▶ _WHAT YOU WILL DO_:
Reproduce all of the records word for word, omitting the pictures.

Stored items
■ ■ ■ ■ ■ ■ ■

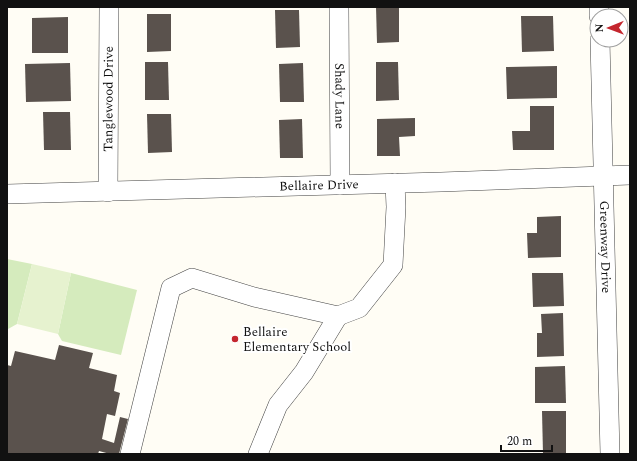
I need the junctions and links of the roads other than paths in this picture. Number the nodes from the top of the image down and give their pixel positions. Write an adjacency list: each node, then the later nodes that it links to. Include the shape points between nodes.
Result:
1 (109, 7): 8 (street, Tanglewood Drive)
2 (339, 7): 7 (street, Shady Lane)
3 (600, 48): 5 (street, Greenway Drive)
4 (630, 175): 5 (street, Bellaire Drive)
5 (603, 177): 6 (street, Bellaire Drive); 13 (street, Greenway Drive)
6 (395, 183): 7 (street, Bellaire Drive); 10 (street, via 393,265 359,308)
7 (340, 185): 8 (street, Bellaire Drive)
8 (108, 192): 9 (street, Bellaire Drive)
9 (7, 194)
10 (338, 316): 11 (street, via 254,297 192,278 171,288); 12 (street, via 304,372 278,405)
11 (130, 454)
12 (258, 454)
13 (610, 454)

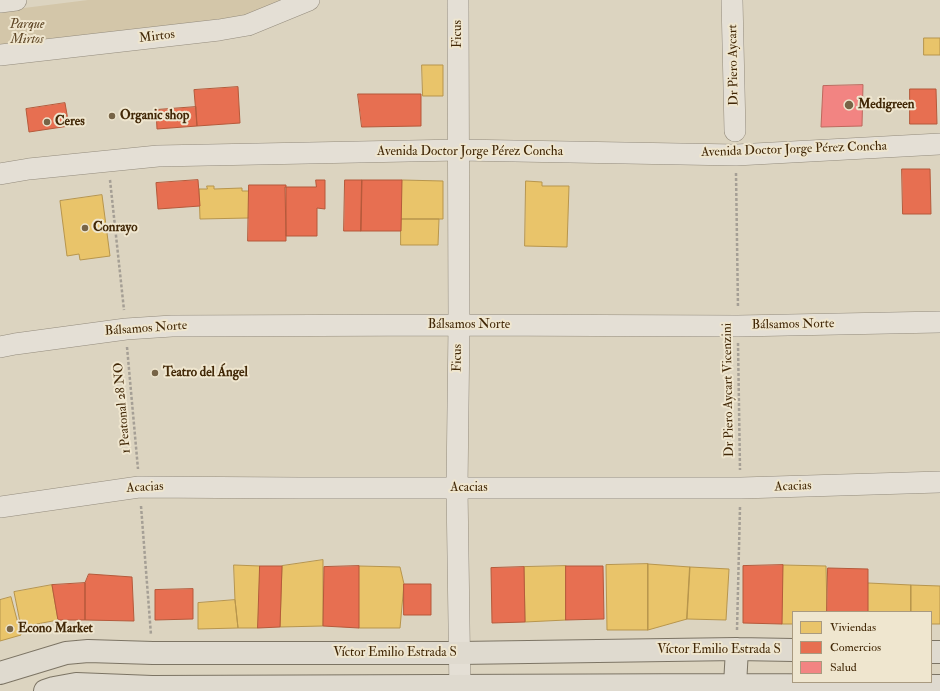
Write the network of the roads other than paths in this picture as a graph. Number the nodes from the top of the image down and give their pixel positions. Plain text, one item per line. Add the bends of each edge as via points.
1 (16, 0) edge
2 (309, 0) edge
3 (458, 0) edge
4 (732, 0) edge
5 (0, 2) edge
6 (0, 55) edge
7 (735, 131) dead end
8 (940, 144) edge
9 (459, 150) junction
10 (0, 174) edge
11 (940, 322) edge
12 (459, 325) junction
13 (0, 347) edge
14 (940, 482) edge
15 (457, 488) junction
16 (0, 506) edge
17 (737, 649) junction
18 (792, 650) edge
19 (153, 653) junction
20 (459, 653) junction
21 (0, 673) edge
22 (735, 685) junction
23 (940, 686) edge
24 (152, 687) junction
25 (460, 688) edge
26 (45, 691) edge

1 - 5 street
2 - 6 street, Mirtos via 244,26
3 - 9 street, Ficus
4 - 7 street, Dr Piero Aycart
8 - 9 street, Avenida Doctor Jorge Pérez Concha via 736,155
9 - 10 street, Avenida Doctor Jorge Pérez Concha via 158,156
9 - 12 street, Ficus
11 - 12 street, Bálsamos Norte via 738,326
12 - 13 street, Bálsamos Norte via 172,326 126,329
12 - 15 street, Ficus
14 - 15 street, Acacias via 741,488
15 - 16 street, Acacias via 139,487
15 - 20 street, Ficus
17 - 18 main road, Víctor Emilio Estrada S
17 - 20 main road, Víctor Emilio Estrada S
17 - 22 main road
19 - 20 main road, Víctor Emilio Estrada S
19 - 21 main road, Víctor Emilio Estrada S via 66,653
19 - 24 main road
20 - 25 street, Ficus
22 - 23 main road
22 - 25 main road
24 - 25 main road
24 - 26 main road via 76,684

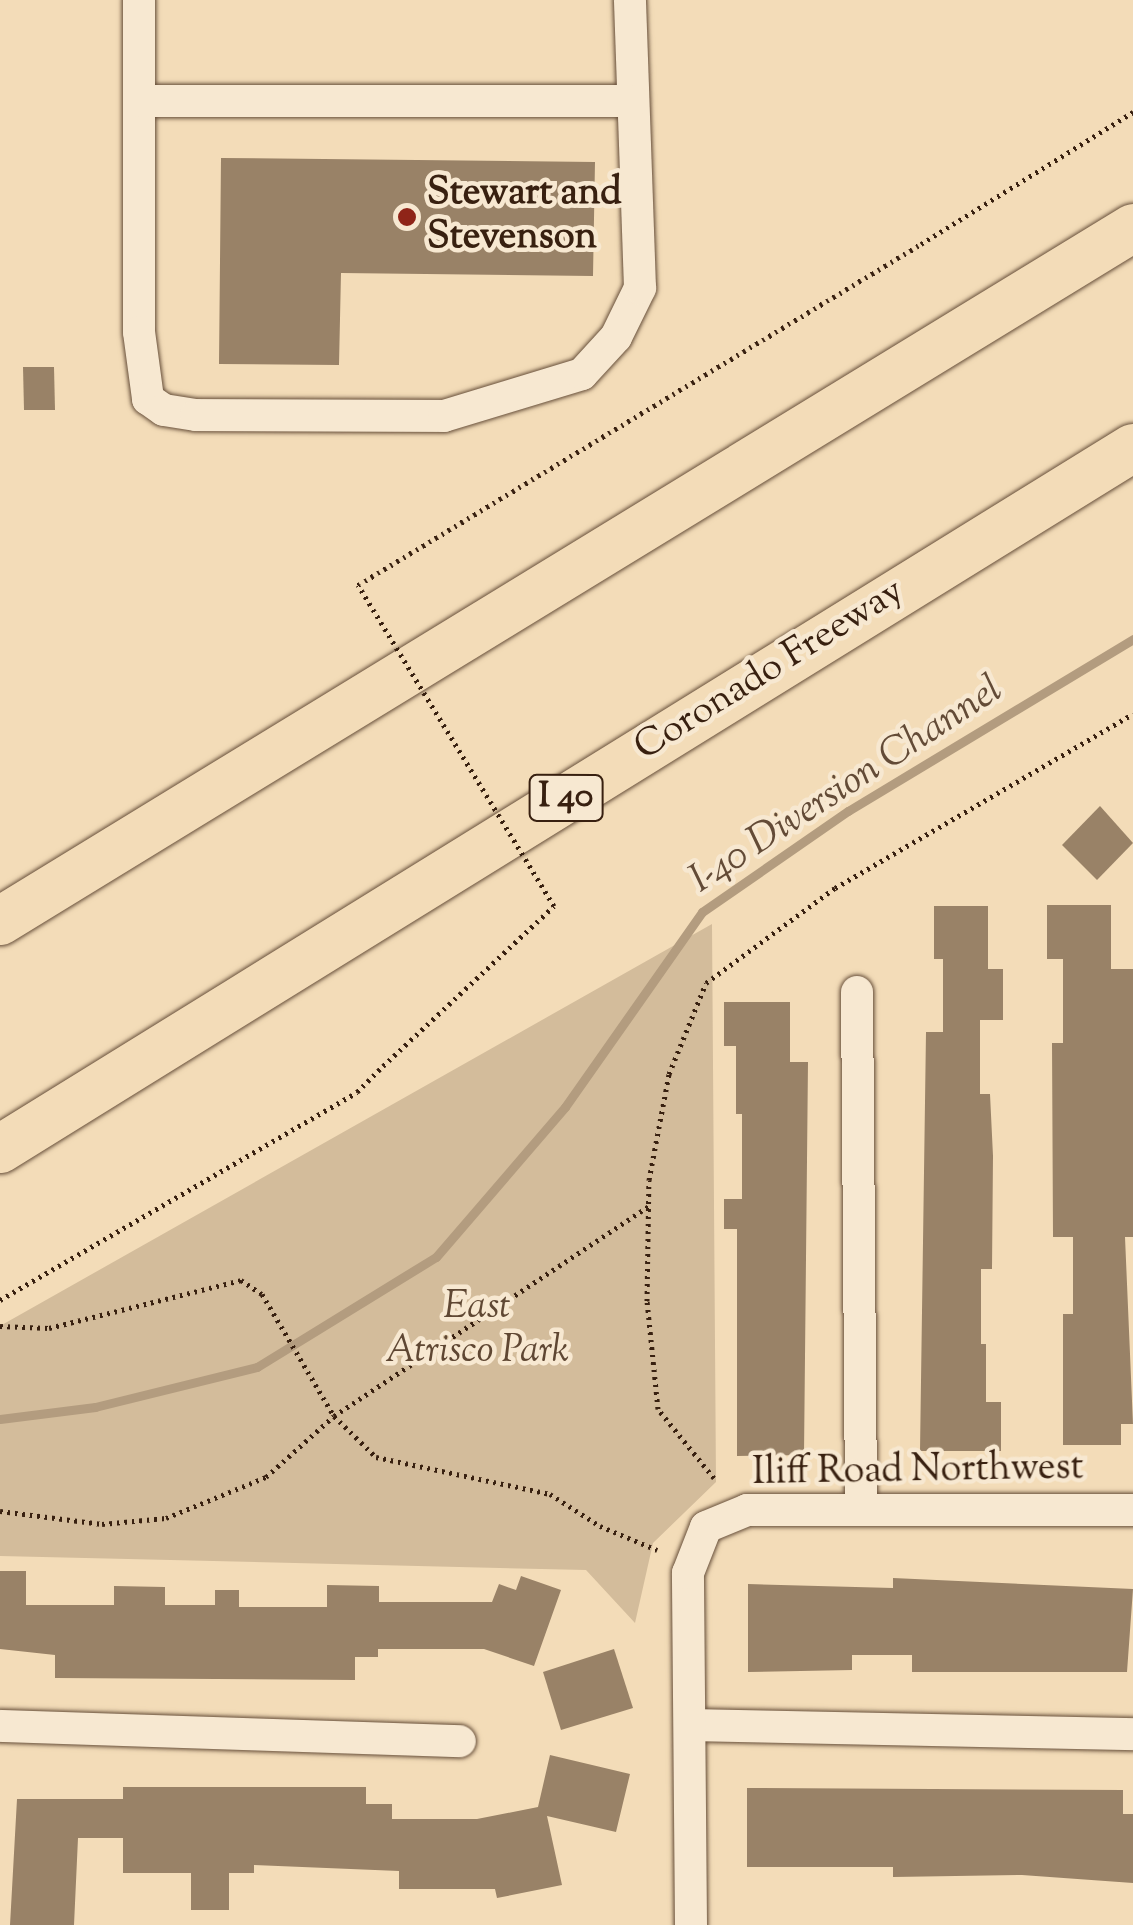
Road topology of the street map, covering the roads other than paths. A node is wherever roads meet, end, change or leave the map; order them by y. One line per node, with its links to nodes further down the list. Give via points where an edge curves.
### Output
1 (139, 0): 3 (street)
2 (630, 0): 4 (street)
3 (139, 100): 4 (street); 4 (street, via 139,332 148,399 164,410 196,415 406,416 444,416 582,374 616,337 640,288)
4 (632, 100)
5 (1133, 228): 7 (highway)
6 (1133, 448): 9 (highway, Coronado Freeway / I 40)
7 (0, 922)
8 (857, 992): 10 (street)
9 (0, 1149)
10 (862, 1506): 11 (street, Iliff Road Northwest); 12 (street, Iliff Road Northwest, via 747,1510 706,1527 688,1574)
11 (1133, 1510)
12 (694, 1725): 14 (street); 16 (street)
13 (0, 1726): 15 (street)
14 (1133, 1734)
15 (460, 1741)
16 (691, 1925)

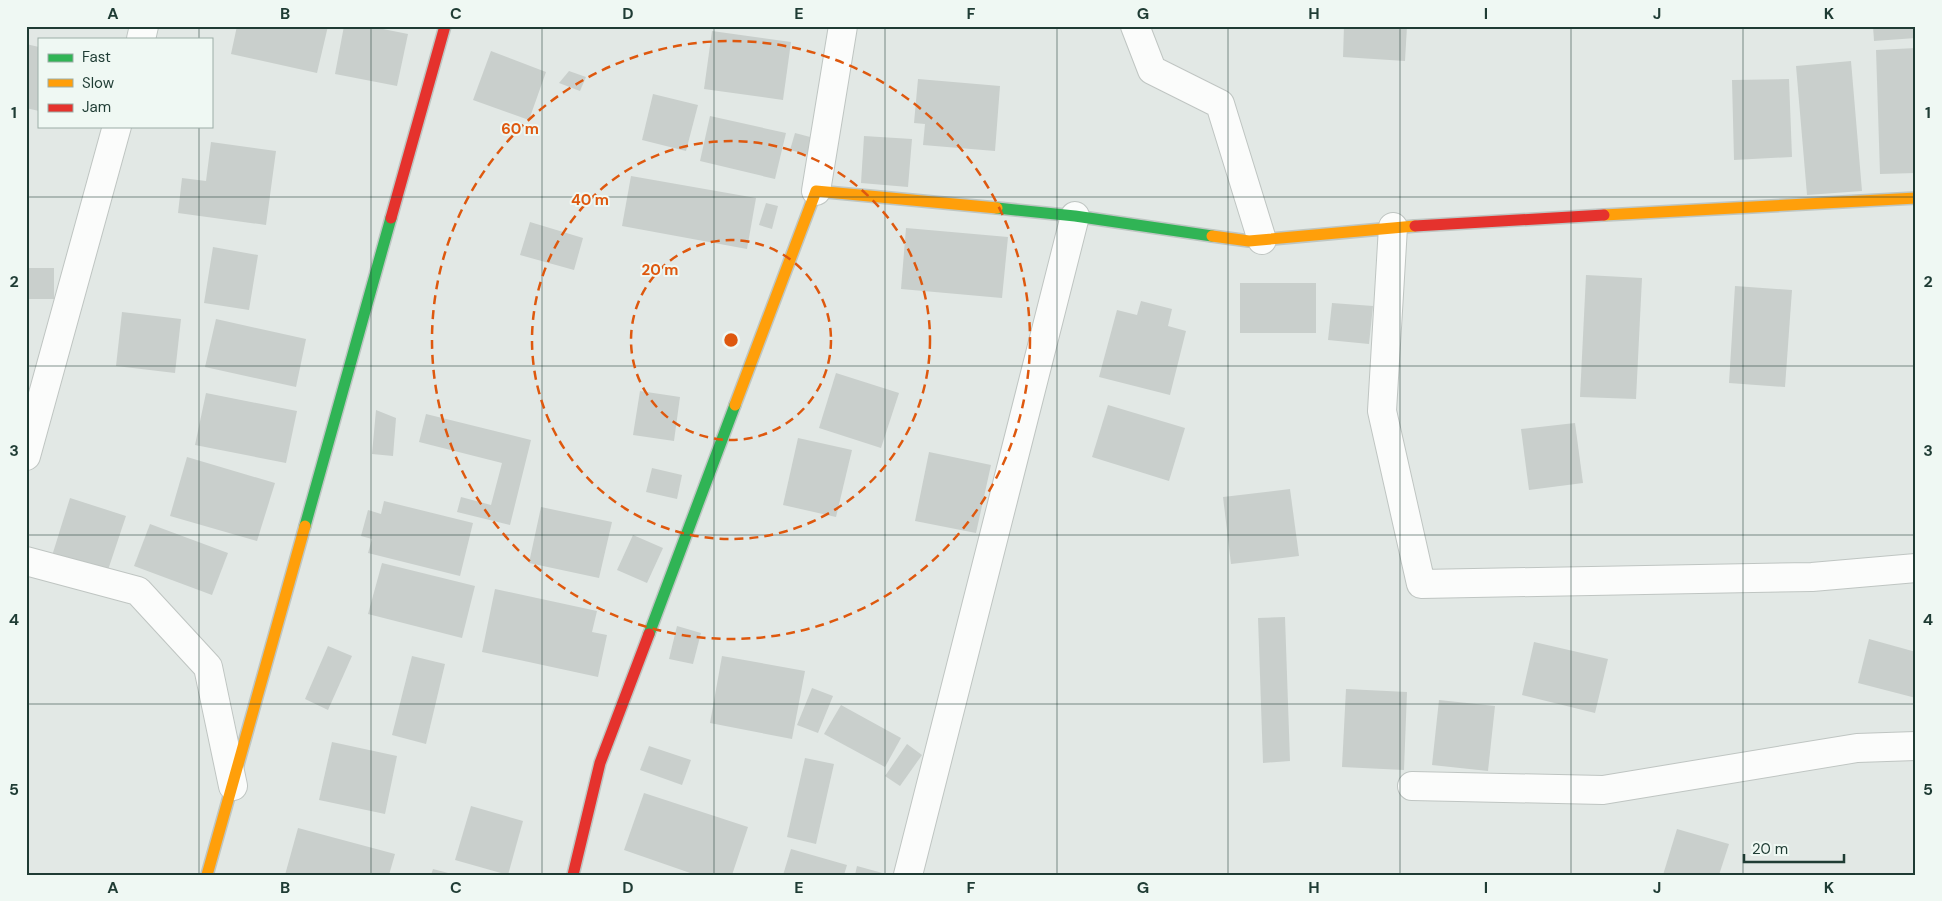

■ ■ ■ ■ ■ ■ ■

▶ _FINISHED TASK_:
I need the junctions and links of the roads other than paths in this picture. Number the nodes from the top of the image down and give their pixel positions. Write an adjacency list: each node, then the later nodes that it links to. Include the shape points between nodes.
Result:
1 (109, 7): 8 (street, Tanglewood Drive)
2 (339, 7): 7 (street, Shady Lane)
3 (600, 48): 5 (street, Greenway Drive)
4 (630, 175): 5 (street, Bellaire Drive)
5 (603, 177): 6 (street, Bellaire Drive); 13 (street, Greenway Drive)
6 (395, 183): 7 (street, Bellaire Drive); 10 (street, via 393,265 359,308)
7 (340, 185): 8 (street, Bellaire Drive)
8 (108, 192): 9 (street, Bellaire Drive)
9 (7, 194)
10 (338, 316): 11 (street, via 254,297 192,278 171,288); 12 (street, via 304,372 278,405)
11 (130, 454)
12 (258, 454)
13 (610, 454)

Write the network of the roads other than paths in this picture as a graph. Number the nodes from the top of the image down and give their pixel positions. Plain text, one item per line. Add the bends of each edge as via points.
1 (16, 0) edge
2 (309, 0) edge
3 (458, 0) edge
4 (732, 0) edge
5 (0, 2) edge
6 (0, 55) edge
7 (735, 131) dead end
8 (940, 144) edge
9 (459, 150) junction
10 (0, 174) edge
11 (940, 322) edge
12 (459, 325) junction
13 (0, 347) edge
14 (940, 482) edge
15 (457, 488) junction
16 (0, 506) edge
17 (737, 649) junction
18 (792, 650) edge
19 (153, 653) junction
20 (459, 653) junction
21 (0, 673) edge
22 (735, 685) junction
23 (940, 686) edge
24 (152, 687) junction
25 (460, 688) edge
26 (45, 691) edge

1 - 5 street
2 - 6 street, Mirtos via 244,26
3 - 9 street, Ficus
4 - 7 street, Dr Piero Aycart
8 - 9 street, Avenida Doctor Jorge Pérez Concha via 736,155
9 - 10 street, Avenida Doctor Jorge Pérez Concha via 158,156
9 - 12 street, Ficus
11 - 12 street, Bálsamos Norte via 738,326
12 - 13 street, Bálsamos Norte via 172,326 126,329
12 - 15 street, Ficus
14 - 15 street, Acacias via 741,488
15 - 16 street, Acacias via 139,487
15 - 20 street, Ficus
17 - 18 main road, Víctor Emilio Estrada S
17 - 20 main road, Víctor Emilio Estrada S
17 - 22 main road
19 - 20 main road, Víctor Emilio Estrada S
19 - 21 main road, Víctor Emilio Estrada S via 66,653
19 - 24 main road
20 - 25 street, Ficus
22 - 23 main road
22 - 25 main road
24 - 25 main road
24 - 26 main road via 76,684

Road topology of the street map, covering the roads other than paths. A node is wherever roads meet, end, change or leave the map; order them by y. One line per node, with its links to nodes further down the list. Give via points where an edge curves.
### Output
1 (139, 0): 3 (street)
2 (630, 0): 4 (street)
3 (139, 100): 4 (street); 4 (street, via 139,332 148,399 164,410 196,415 406,416 444,416 582,374 616,337 640,288)
4 (632, 100)
5 (1133, 228): 7 (highway)
6 (1133, 448): 9 (highway, Coronado Freeway / I 40)
7 (0, 922)
8 (857, 992): 10 (street)
9 (0, 1149)
10 (862, 1506): 11 (street, Iliff Road Northwest); 12 (street, Iliff Road Northwest, via 747,1510 706,1527 688,1574)
11 (1133, 1510)
12 (694, 1725): 14 (street); 16 (street)
13 (0, 1726): 15 (street)
14 (1133, 1734)
15 (460, 1741)
16 (691, 1925)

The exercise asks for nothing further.